* Description of the task *
The entries below contain pictures, which are to be left out; write out exactly, and only, the lines from the line with "Digitize the connectivity" up to and including the line with "I need the junctions".

* Material for this task *
····················
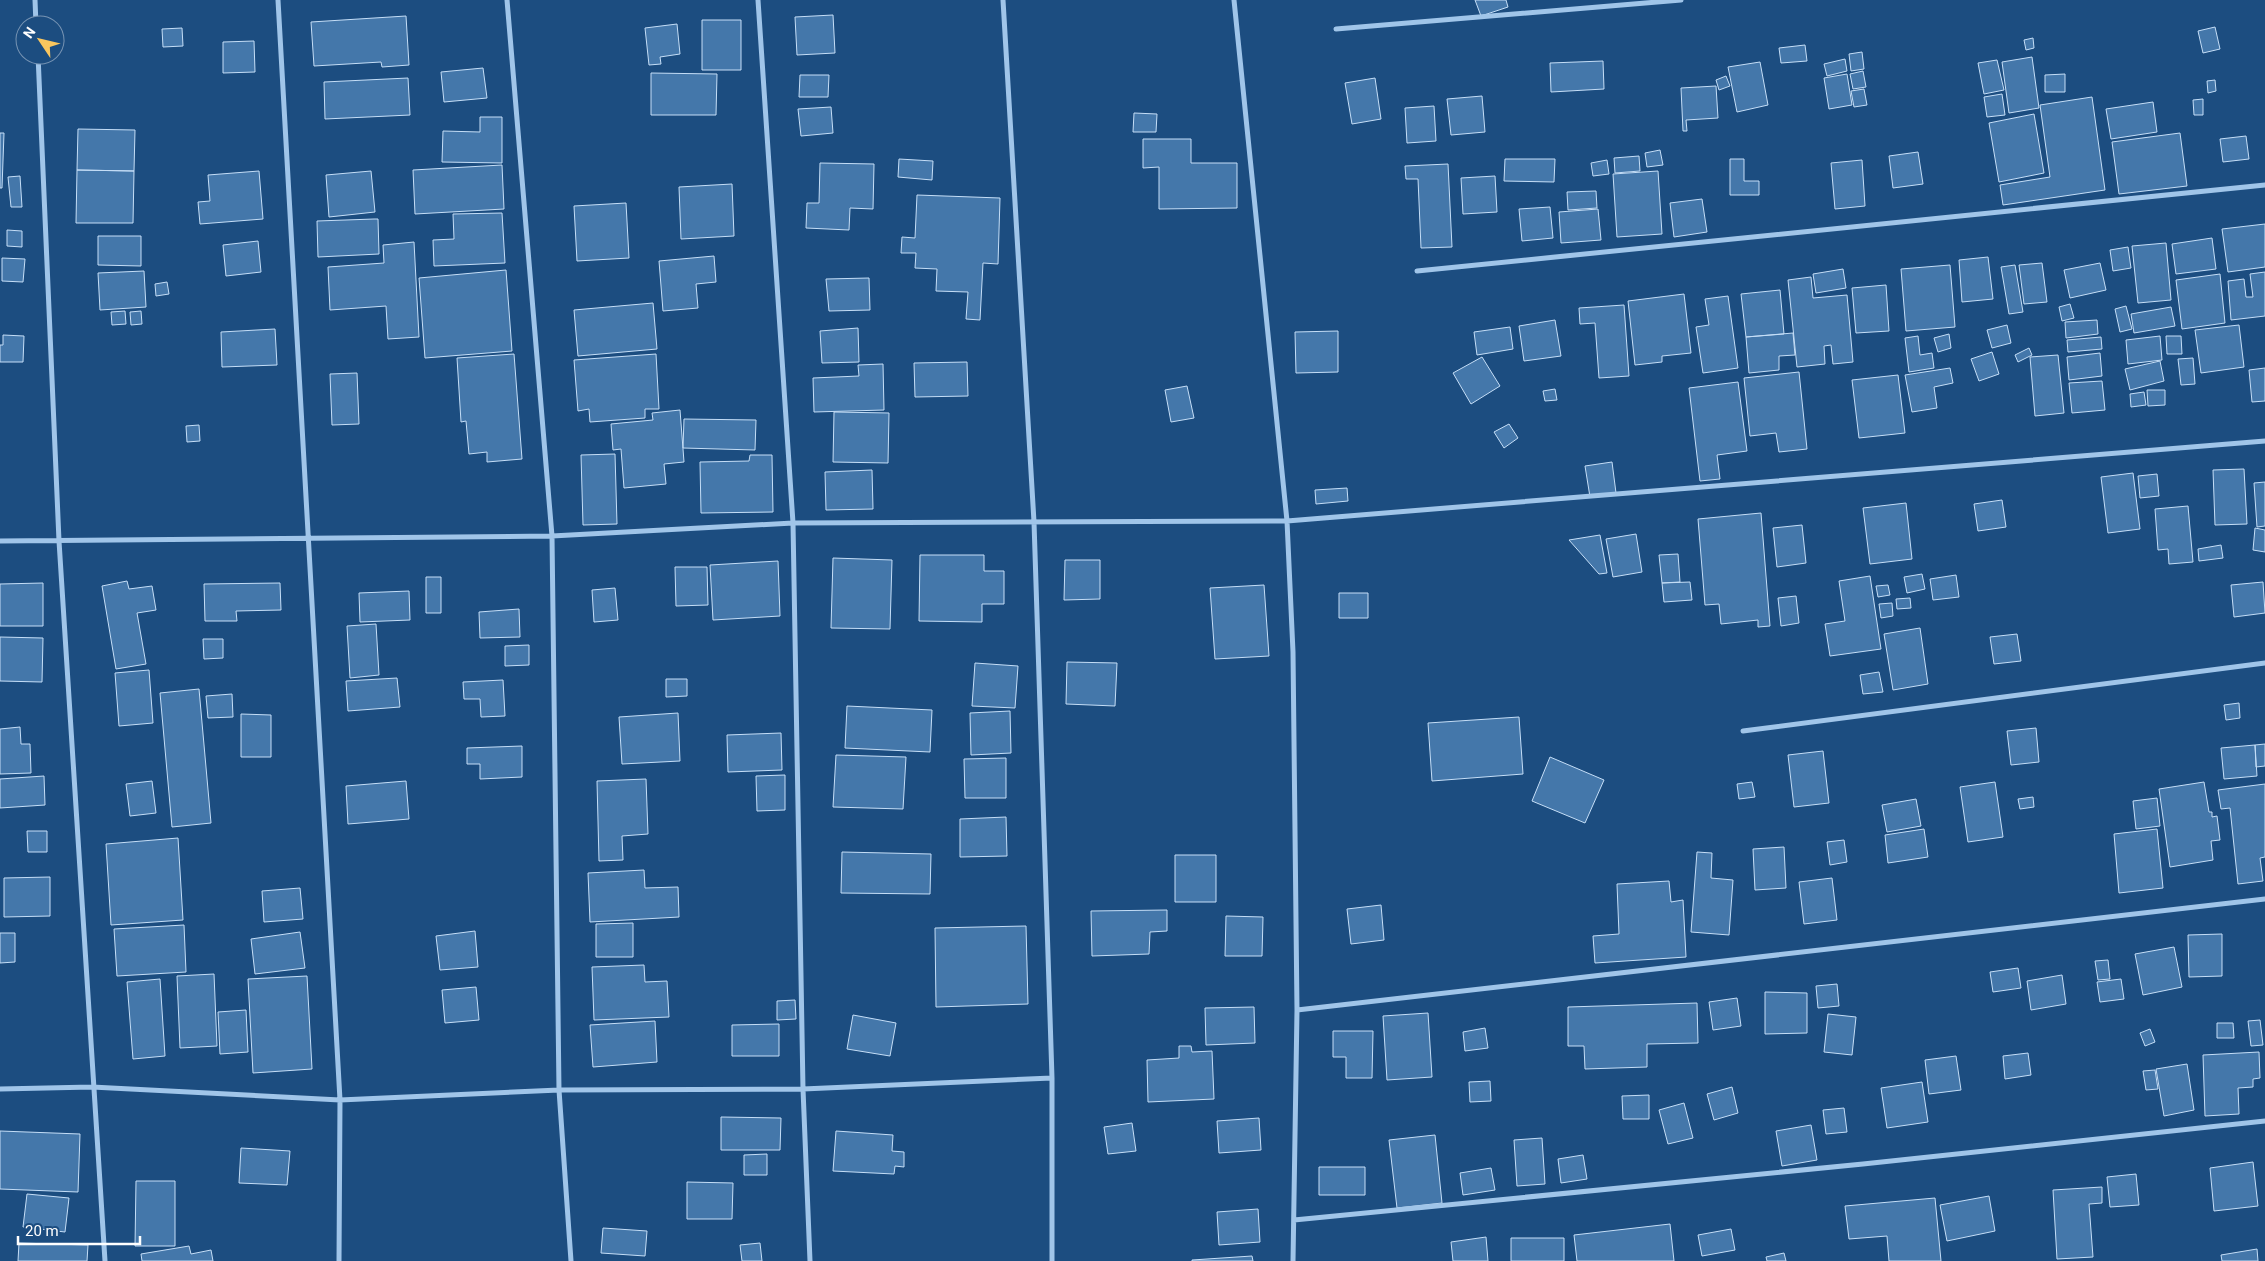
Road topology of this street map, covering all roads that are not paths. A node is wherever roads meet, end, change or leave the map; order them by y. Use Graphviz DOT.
····················
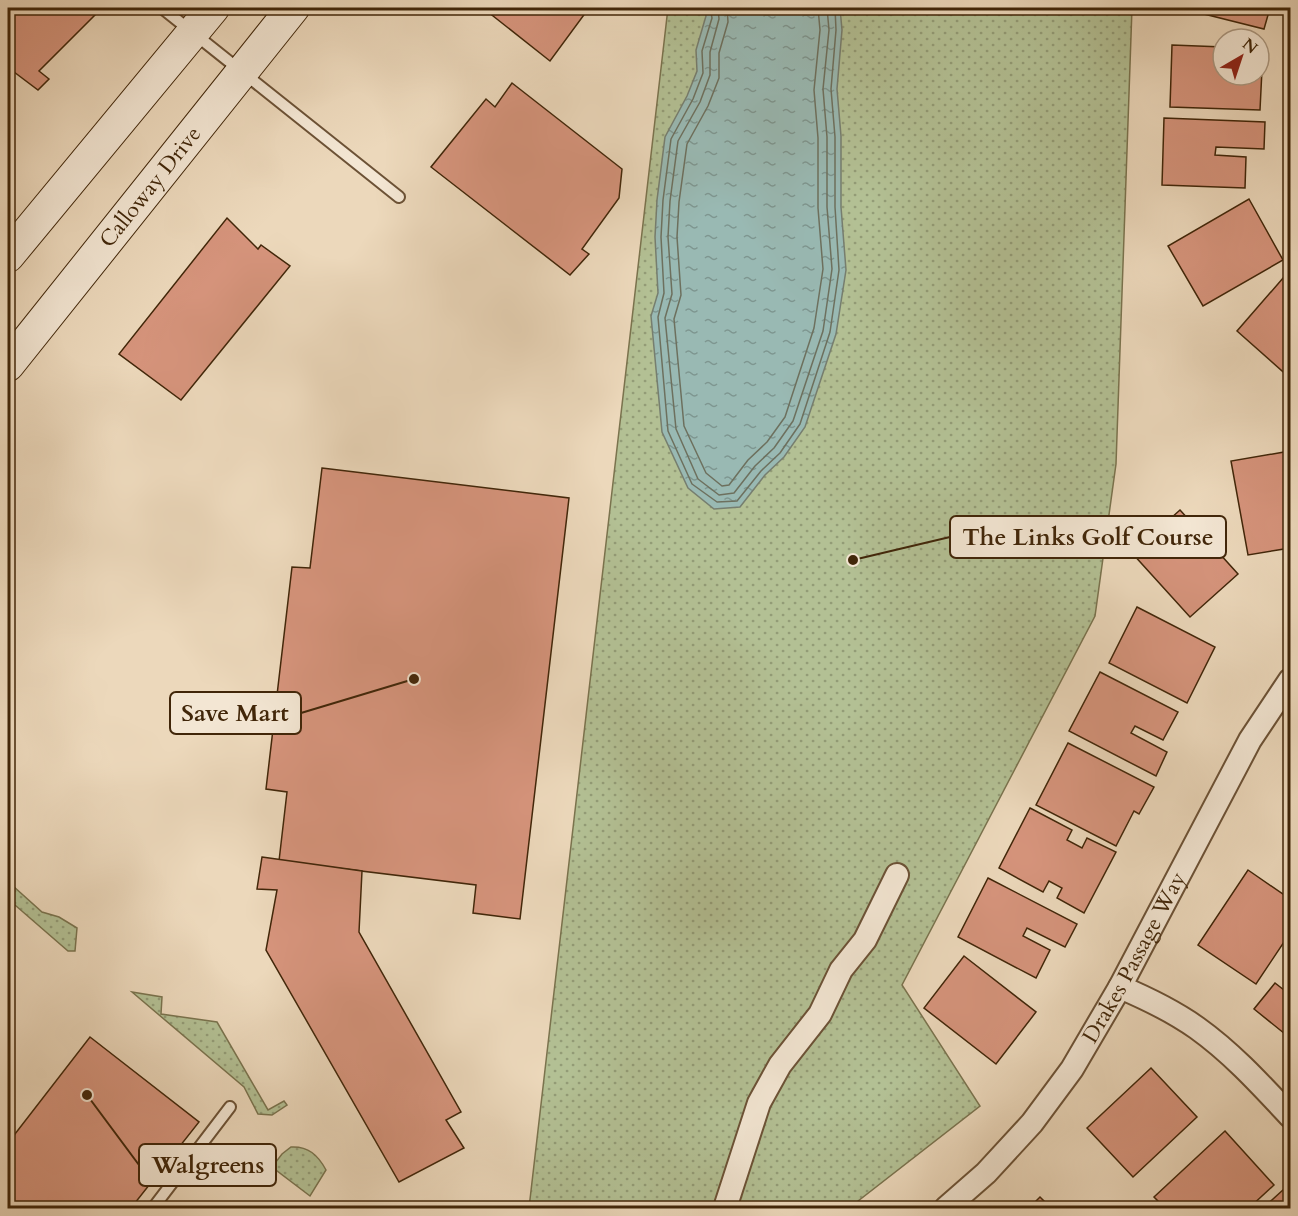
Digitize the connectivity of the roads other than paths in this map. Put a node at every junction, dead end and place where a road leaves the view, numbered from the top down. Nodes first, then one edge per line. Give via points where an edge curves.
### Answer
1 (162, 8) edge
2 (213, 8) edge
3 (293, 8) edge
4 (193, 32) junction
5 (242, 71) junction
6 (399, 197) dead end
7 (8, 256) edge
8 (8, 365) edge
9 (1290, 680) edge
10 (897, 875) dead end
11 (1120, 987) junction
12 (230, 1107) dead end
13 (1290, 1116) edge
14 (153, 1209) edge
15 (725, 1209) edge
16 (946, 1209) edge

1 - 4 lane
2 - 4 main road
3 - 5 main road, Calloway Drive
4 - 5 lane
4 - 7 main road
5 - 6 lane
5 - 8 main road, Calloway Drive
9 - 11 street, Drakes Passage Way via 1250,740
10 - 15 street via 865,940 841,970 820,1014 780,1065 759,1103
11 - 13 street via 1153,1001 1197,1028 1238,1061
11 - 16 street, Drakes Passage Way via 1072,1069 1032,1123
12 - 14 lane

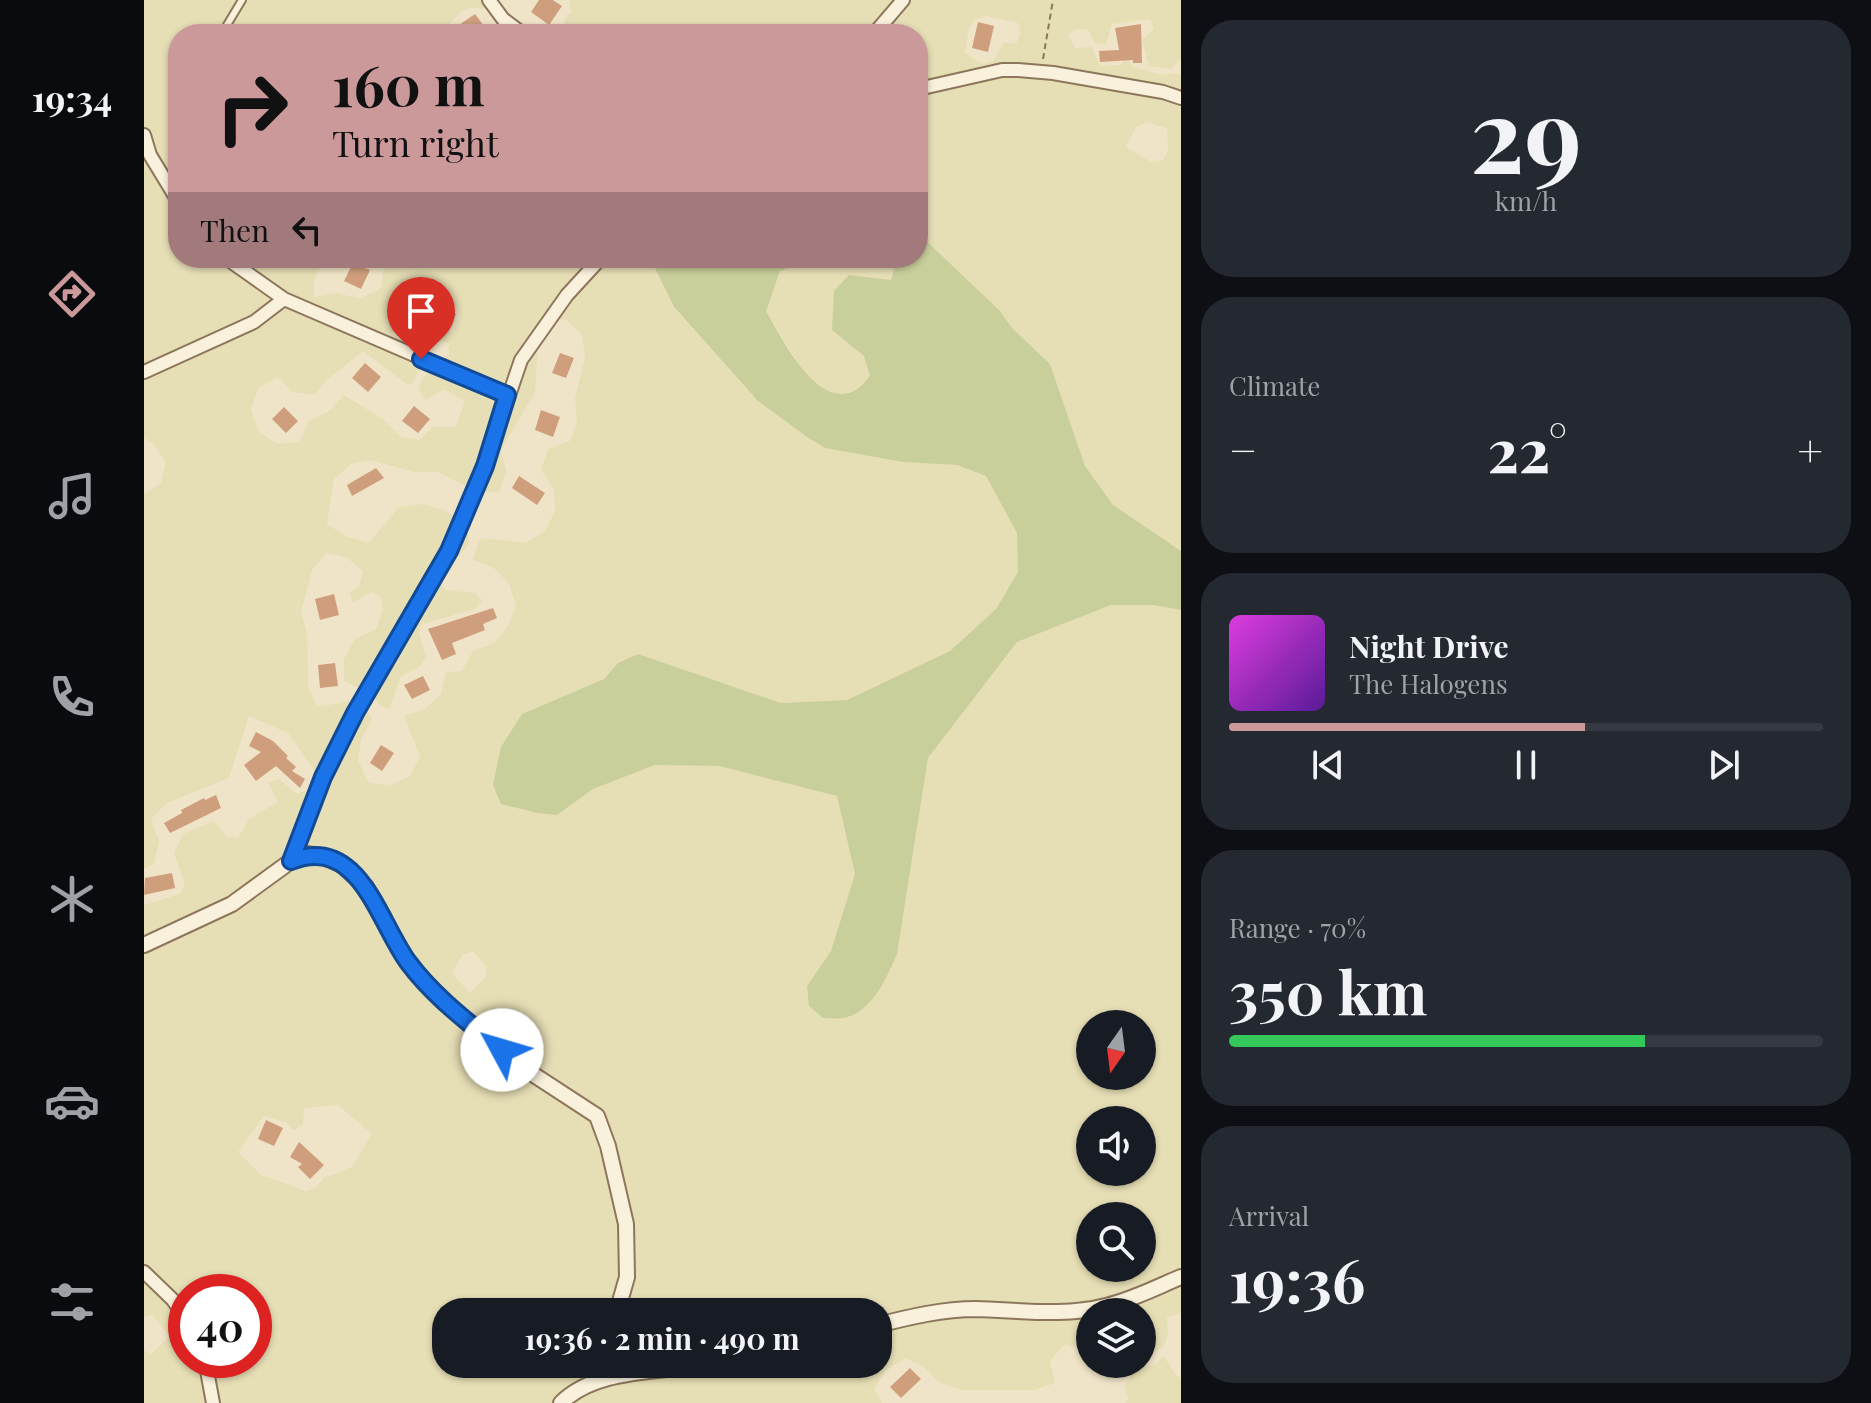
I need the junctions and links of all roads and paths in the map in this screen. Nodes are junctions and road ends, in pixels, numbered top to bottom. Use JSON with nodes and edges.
····················
* Exercise response *
Digitize the connectivity of the roads other than paths in this map. Put a node at every junction, dead end and place where a road leaves the view, numbered from the top down. Nodes first, then one edge per line. Give via points where an edge curves.
### Answer
1 (162, 8) edge
2 (213, 8) edge
3 (293, 8) edge
4 (193, 32) junction
5 (242, 71) junction
6 (399, 197) dead end
7 (8, 256) edge
8 (8, 365) edge
9 (1290, 680) edge
10 (897, 875) dead end
11 (1120, 987) junction
12 (230, 1107) dead end
13 (1290, 1116) edge
14 (153, 1209) edge
15 (725, 1209) edge
16 (946, 1209) edge

1 - 4 lane
2 - 4 main road
3 - 5 main road, Calloway Drive
4 - 5 lane
4 - 7 main road
5 - 6 lane
5 - 8 main road, Calloway Drive
9 - 11 street, Drakes Passage Way via 1250,740
10 - 15 street via 865,940 841,970 820,1014 780,1065 759,1103
11 - 13 street via 1153,1001 1197,1028 1238,1061
11 - 16 street, Drakes Passage Way via 1072,1069 1032,1123
12 - 14 lane

I need the junctions and links of all roads and paths in the map in this screen. Nodes are junctions and road ends, in pixels, numbered top to bottom. Use JSON with nodes and edges.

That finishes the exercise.